Member of the Mississippi State Senate from the 2nd district
- Incumbent
- Assumed office January 6, 2026
- Preceded by: David Parker

Personal details
- Born: March 3, 1953 (age 73) Memphis, Tennessee, U.S.
- Party: Democratic Party
- Education: University of St. Francis (BS) Union University (BSN) University of Tennessee, Knoxville (MS)
- Occupation: politician, healthcare administrator, nurse

= Theresa Gillespie Isom =

American politician

Theresa Gillespie Isom is an American politician and former healthcare administrator. A Democrat, she was elected to the Mississippi State Senate, representing the 2nd District, which includes parts of DeSoto and Tunica counties. Isom won a special election on November 4, 2025, becoming the first African American and first female senator to represent DeSoto County. Her victory helped break a Republican supermajority in the state senate.

== Early life ==
A native of Memphis, Tennessee, Isom moved to Mississippi in 2005. She served as the director of nursing at the Tennessee College of Applied Technology. Isom also chaired the Tennessee Board of Regents Practical Nursing Coordinators. additionally, Isom served as the chief nursing officer for Methodist Hospital.

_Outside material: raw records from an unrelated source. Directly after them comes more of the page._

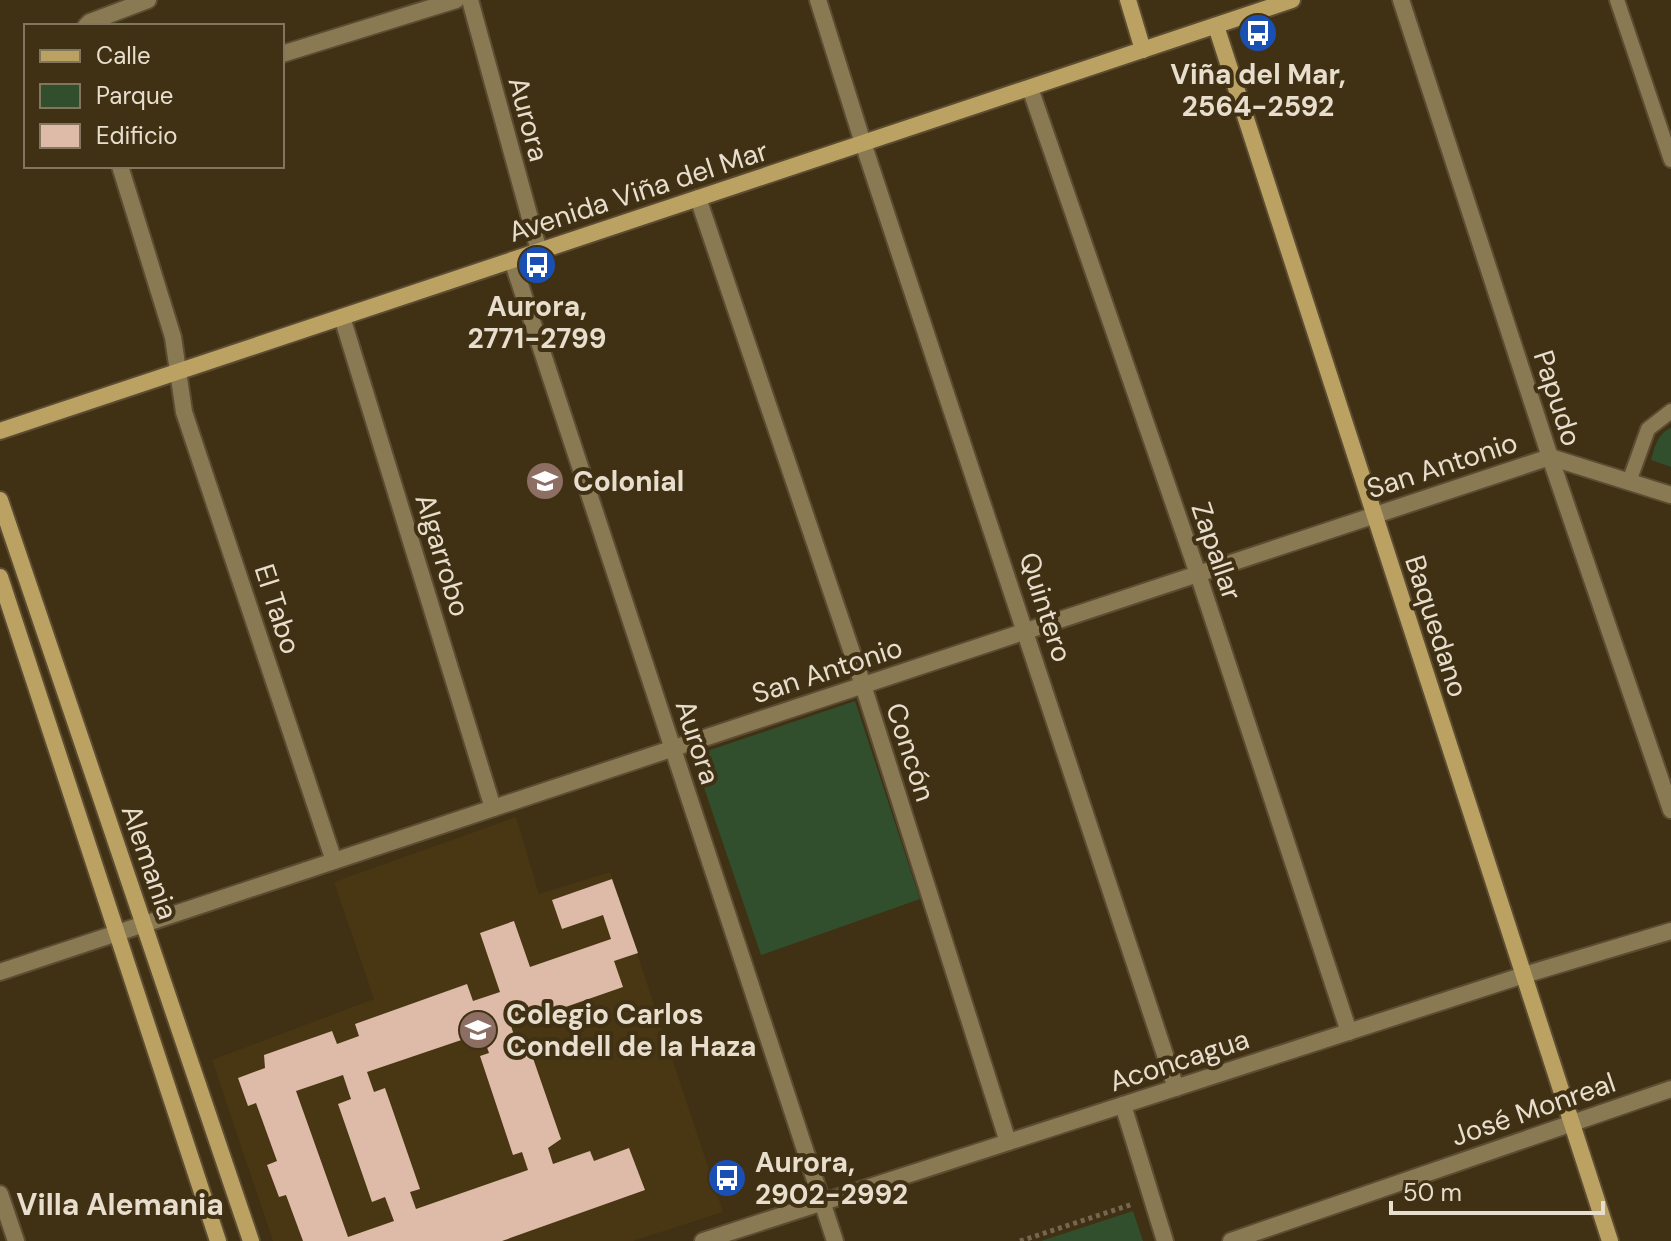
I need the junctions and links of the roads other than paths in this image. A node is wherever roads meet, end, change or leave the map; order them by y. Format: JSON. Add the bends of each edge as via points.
{"nodes":[{"id":1,"x":148,"y":0,"type":"edge"},
{"id":2,"x":456,"y":0,"type":"edge"},
{"id":3,"x":470,"y":0,"type":"edge"},
{"id":4,"x":818,"y":0,"type":"edge"},
{"id":5,"x":1128,"y":0,"type":"edge"},
{"id":6,"x":1292,"y":0,"type":"edge"},
{"id":7,"x":1401,"y":0,"type":"edge"},
{"id":8,"x":1617,"y":0,"type":"edge"},
{"id":9,"x":88,"y":24,"type":"edge"},
{"id":10,"x":1216,"y":26,"type":"junction"},
{"id":11,"x":1143,"y":50,"type":"junction"},
{"id":12,"x":284,"y":53,"type":"edge"},
{"id":13,"x":1030,"y":88,"type":"junction"},
{"id":14,"x":863,"y":143,"type":"junction"},
{"id":15,"x":1671,"y":160,"type":"edge"},
{"id":16,"x":121,"y":168,"type":"edge"},
{"id":17,"x":698,"y":198,"type":"junction"},
{"id":18,"x":539,"y":251,"type":"junction"},
{"id":19,"x":512,"y":260,"type":"junction"},
{"id":20,"x":342,"y":317,"type":"junction"},
{"id":21,"x":178,"y":371,"type":"junction"},
{"id":22,"x":1671,"y":411,"type":"edge"},
{"id":23,"x":0,"y":431,"type":"edge"},
{"id":24,"x":1550,"y":457,"type":"junction"},
{"id":25,"x":1629,"y":482,"type":"junction"},
{"id":26,"x":1671,"y":495,"type":"edge"},
{"id":27,"x":0,"y":500,"type":"edge"},
{"id":28,"x":1373,"y":515,"type":"junction"},
{"id":29,"x":1198,"y":574,"type":"junction"},
{"id":30,"x":0,"y":577,"type":"edge"},
{"id":31,"x":1026,"y":631,"type":"junction"},
{"id":32,"x":863,"y":685,"type":"junction"},
{"id":33,"x":673,"y":748,"type":"junction"},
{"id":34,"x":493,"y":808,"type":"junction"},
{"id":35,"x":1671,"y":810,"type":"edge"},
{"id":36,"x":334,"y":861,"type":"junction"},
{"id":37,"x":143,"y":924,"type":"junction"},
{"id":38,"x":1671,"y":931,"type":"edge"},
{"id":39,"x":115,"y":934,"type":"junction"},
{"id":40,"x":0,"y":972,"type":"edge"},
{"id":41,"x":1524,"y":975,"type":"junction"},
{"id":42,"x":1349,"y":1032,"type":"junction"},
{"id":43,"x":1176,"y":1088,"type":"junction"},
{"id":44,"x":1671,"y":1089,"type":"edge"},
{"id":45,"x":1123,"y":1105,"type":"junction"},
{"id":46,"x":1571,"y":1123,"type":"junction"},
{"id":47,"x":1008,"y":1142,"type":"junction"},
{"id":48,"x":0,"y":1194,"type":"edge"},
{"id":49,"x":822,"y":1202,"type":"junction"},
{"id":50,"x":16,"y":1241,"type":"edge"},
{"id":51,"x":218,"y":1241,"type":"edge"},
{"id":52,"x":251,"y":1241,"type":"edge"},
{"id":53,"x":703,"y":1241,"type":"edge"},
{"id":54,"x":835,"y":1241,"type":"edge"},
{"id":55,"x":1165,"y":1241,"type":"edge"},
{"id":56,"x":1231,"y":1241,"type":"edge"},
{"id":57,"x":1610,"y":1241,"type":"edge"}],
"edges":[{"from":1,"to":9,"type":"street"},
{"from":2,"to":12,"type":"street"},
{"from":3,"to":18,"type":"street","name":"Aurora"},
{"from":4,"to":14,"type":"street","name":"Quintero"},
{"from":5,"to":11,"type":"street"},
{"from":6,"to":10,"type":"street","name":"Avenida Viña del Mar"},
{"from":7,"to":24,"type":"street","name":"Papudo"},
{"from":8,"to":15,"type":"lane"},
{"from":10,"to":11,"type":"street","name":"Avenida Viña del Mar"},
{"from":10,"to":28,"type":"street","name":"Baquedano"},
{"from":11,"to":13,"type":"street","name":"Avenida Viña del Mar"},
{"from":13,"to":14,"type":"street","name":"Avenida Viña del Mar"},
{"from":13,"to":29,"type":"street","name":"Zapallar"},
{"from":14,"to":17,"type":"street","name":"Avenida Viña del Mar"},
{"from":14,"to":31,"type":"street","name":"Quintero"},
{"from":16,"to":21,"type":"street","via":[[173,337]]},
{"from":17,"to":18,"type":"street","name":"Avenida Viña del Mar"},
{"from":17,"to":32,"type":"street","name":"Concón"},
{"from":18,"to":19,"type":"street","name":"Avenida Viña del Mar"},
{"from":19,"to":20,"type":"street","name":"Avenida Viña del Mar"},
{"from":19,"to":33,"type":"street","name":"Aurora"},
{"from":20,"to":21,"type":"street","name":"Avenida Viña del Mar"},
{"from":20,"to":34,"type":"street","name":"Algarrobo"},
{"from":21,"to":23,"type":"street","name":"Avenida Viña del Mar"},
{"from":21,"to":36,"type":"street","name":"El Tabo","via":[[184,412]]},
{"from":22,"to":25,"type":"lane","via":[[1648,429]]},
{"from":24,"to":25,"type":"street","name":"San Antonio"},
{"from":24,"to":28,"type":"street","name":"San Antonio"},
{"from":24,"to":35,"type":"street","name":"Papudo"},
{"from":25,"to":26,"type":"street","name":"San Antonio"},
{"from":27,"to":37,"type":"street","name":"Alemania"},
{"from":28,"to":29,"type":"street","name":"San Antonio"},
{"from":28,"to":41,"type":"street","name":"Baquedano"},
{"from":29,"to":31,"type":"street","name":"San Antonio"},
{"from":29,"to":42,"type":"street","name":"Zapallar"},
{"from":30,"to":39,"type":"street","name":"Alemania"},
{"from":31,"to":32,"type":"street","name":"San Antonio"},
{"from":31,"to":43,"type":"street","name":"Quintero"},
{"from":32,"to":33,"type":"street","name":"San Antonio"},
{"from":32,"to":47,"type":"street","name":"Concón"},
{"from":33,"to":34,"type":"street","name":"San Antonio"},
{"from":33,"to":49,"type":"street","name":"Aurora"},
{"from":34,"to":36,"type":"street","name":"San Antonio"},
{"from":36,"to":37,"type":"street","name":"San Antonio"},
{"from":37,"to":39,"type":"street","name":"San Antonio"},
{"from":37,"to":52,"type":"street","name":"Alemania"},
{"from":38,"to":41,"type":"street","name":"Aconcagua"},
{"from":39,"to":40,"type":"street","name":"San Antonio"},
{"from":39,"to":51,"type":"street","name":"Alemania"},
{"from":41,"to":42,"type":"street","name":"Aconcagua"},
{"from":41,"to":46,"type":"street","name":"Baquedano"},
{"from":42,"to":43,"type":"street","name":"Aconcagua"},
{"from":43,"to":45,"type":"street","name":"Aconcagua"},
{"from":44,"to":46,"type":"street","name":"José Monreal"},
{"from":45,"to":47,"type":"street","name":"Aconcagua"},
{"from":45,"to":55,"type":"street"},
{"from":46,"to":56,"type":"street","name":"José Monreal"},
{"from":46,"to":57,"type":"street","name":"Baquedano"},
{"from":47,"to":49,"type":"street","name":"Aconcagua"},
{"from":48,"to":50,"type":"street"},
{"from":49,"to":53,"type":"street","name":"Aconcagua"},
{"from":49,"to":54,"type":"street","name":"Aurora"}]}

== Mississippi State Senate ==

=== 2025 election ===
Isom ran as the Democratic candidate for Mississippi State Senate District 2 in a special election held on November 4, 2025. The election was held after a federal court ordered Mississippi to create new, majority-Black legislative districts, ruling that the state's previous maps had diluted Black voting strength. The newly drawn District 2, which Isom sought, covers portions of DeSoto and Tunica counties. The seat was previously held by Republican David Parker, who retired following the redistricting.

Isom won the election, defeating Republican candidate Charlie Hoots by a margin of 63 percent to 37 percent. She’s both the first African American senator and the first female senator in DeSoto County's history. Isom's win, along with another Democratic victory the same night, broke the Republican supermajority in the Mississippi Senate for the first time in six years.

During her 2025 campaign, Isom's platform focused on healthcare and education. She advocated for the expansion of Medicaid in Mississippi and for the protection of rural hospitals. She also prioritized improving public schools, boosting public school funding, and making career and technical education more accessible. Other priorities included creating more jobs in underserved areas, hosting community job fairs, and helping families obtain affordable healthcare.

== Personal life ==
Isom is a member of the Alpha Kappa Alpha sorority. She is a Baptist, and she has one child.